§ **What to do**
Each record that comes next should be output exactly; pictures do not belong in the copy.

§ **Data under study**
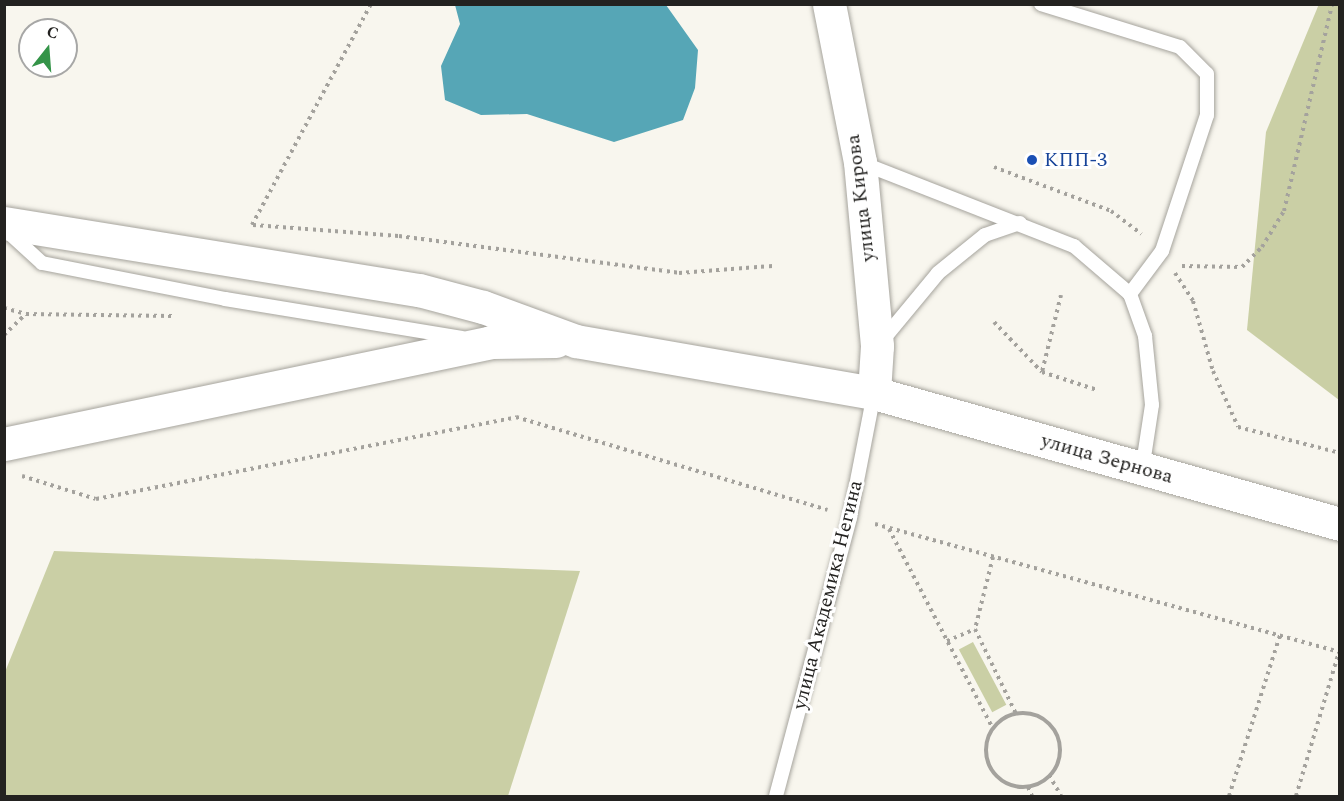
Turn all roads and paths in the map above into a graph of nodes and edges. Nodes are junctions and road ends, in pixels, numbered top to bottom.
1 (371, 4) edge
2 (829, 4) edge
3 (1041, 4) edge
4 (1332, 4) edge
5 (860, 162) junction
6 (994, 167) dead end
7 (4, 223) edge
8 (1020, 223) junction
9 (252, 225) junction
10 (4, 228) edge
11 (1162, 251) junction
12 (239, 262) junction
13 (1169, 264) junction
14 (773, 266) dead end
15 (1130, 294) junction
16 (1061, 295) dead end
17 (4, 308) edge
18 (26, 314) junction
19 (182, 316) dead end
20 (994, 322) dead end
21 (4, 335) edge
22 (576, 340) junction
23 (491, 342) junction
24 (877, 346) junction
25 (1042, 372) junction
26 (1097, 390) dead end
27 (874, 393) junction
28 (4, 444) edge
29 (1340, 453) edge
30 (1142, 470) junction
31 (16, 474) dead end
32 (850, 517) junction
33 (1340, 524) edge
34 (889, 528) junction
35 (993, 557) junction
36 (975, 629) junction
37 (1280, 635) junction
38 (947, 640) junction
39 (1339, 652) edge
40 (1016, 714) junction
41 (993, 729) junction
42 (1049, 775) junction
43 (1028, 787) junction
44 (776, 796) edge
45 (1032, 796) edge
46 (1061, 796) edge
47 (1229, 796) edge
48 (1296, 796) edge

1 - 9 path
2 - 5 main road, улица Кирова
3 - 11 lane
4 - 13 path
5 - 8 lane
5 - 24 main road, улица Кирова
6 - 11 path
7 - 12 main road
8 - 15 lane
8 - 24 lane
9 - 12 path
9 - 14 path
10 - 23 lane
11 - 13 path
11 - 15 lane
12 - 22 main road
13 - 29 path
15 - 30 lane
16 - 25 path
17 - 18 path
18 - 19 path
18 - 21 path
20 - 25 path
22 - 23 main road
22 - 27 main road, улица Зернова
23 - 28 main road
24 - 27 main road, улица Кирова
25 - 26 path
27 - 30 main road, улица Зернова
27 - 32 lane, улица Академика Негина
30 - 33 main road, улица Зернова
31 - 32 path
32 - 34 path
32 - 44 lane, улица Академика Негина
34 - 35 path
34 - 38 path
35 - 36 path
35 - 37 path
36 - 38 path
36 - 40 path
37 - 39 path
37 - 47 path
38 - 41 path
39 - 48 path
40 - 41 path
40 - 42 path
41 - 43 path
42 - 43 path
42 - 46 path
43 - 45 path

§ **Solution for this exercise**
Turn all roads and paths in the map above into a graph of nodes and edges. Nodes are junctions and road ends, in pixels, numbered top to bottom.
1 (371, 4) edge
2 (829, 4) edge
3 (1041, 4) edge
4 (1332, 4) edge
5 (860, 162) junction
6 (994, 167) dead end
7 (4, 223) edge
8 (1020, 223) junction
9 (252, 225) junction
10 (4, 228) edge
11 (1162, 251) junction
12 (239, 262) junction
13 (1169, 264) junction
14 (773, 266) dead end
15 (1130, 294) junction
16 (1061, 295) dead end
17 (4, 308) edge
18 (26, 314) junction
19 (182, 316) dead end
20 (994, 322) dead end
21 (4, 335) edge
22 (576, 340) junction
23 (491, 342) junction
24 (877, 346) junction
25 (1042, 372) junction
26 (1097, 390) dead end
27 (874, 393) junction
28 (4, 444) edge
29 (1340, 453) edge
30 (1142, 470) junction
31 (16, 474) dead end
32 (850, 517) junction
33 (1340, 524) edge
34 (889, 528) junction
35 (993, 557) junction
36 (975, 629) junction
37 (1280, 635) junction
38 (947, 640) junction
39 (1339, 652) edge
40 (1016, 714) junction
41 (993, 729) junction
42 (1049, 775) junction
43 (1028, 787) junction
44 (776, 796) edge
45 (1032, 796) edge
46 (1061, 796) edge
47 (1229, 796) edge
48 (1296, 796) edge

1 - 9 path
2 - 5 main road, улица Кирова
3 - 11 lane
4 - 13 path
5 - 8 lane
5 - 24 main road, улица Кирова
6 - 11 path
7 - 12 main road
8 - 15 lane
8 - 24 lane
9 - 12 path
9 - 14 path
10 - 23 lane
11 - 13 path
11 - 15 lane
12 - 22 main road
13 - 29 path
15 - 30 lane
16 - 25 path
17 - 18 path
18 - 19 path
18 - 21 path
20 - 25 path
22 - 23 main road
22 - 27 main road, улица Зернова
23 - 28 main road
24 - 27 main road, улица Кирова
25 - 26 path
27 - 30 main road, улица Зернова
27 - 32 lane, улица Академика Негина
30 - 33 main road, улица Зернова
31 - 32 path
32 - 34 path
32 - 44 lane, улица Академика Негина
34 - 35 path
34 - 38 path
35 - 36 path
35 - 37 path
36 - 38 path
36 - 40 path
37 - 39 path
37 - 47 path
38 - 41 path
39 - 48 path
40 - 41 path
40 - 42 path
41 - 43 path
42 - 43 path
42 - 46 path
43 - 45 path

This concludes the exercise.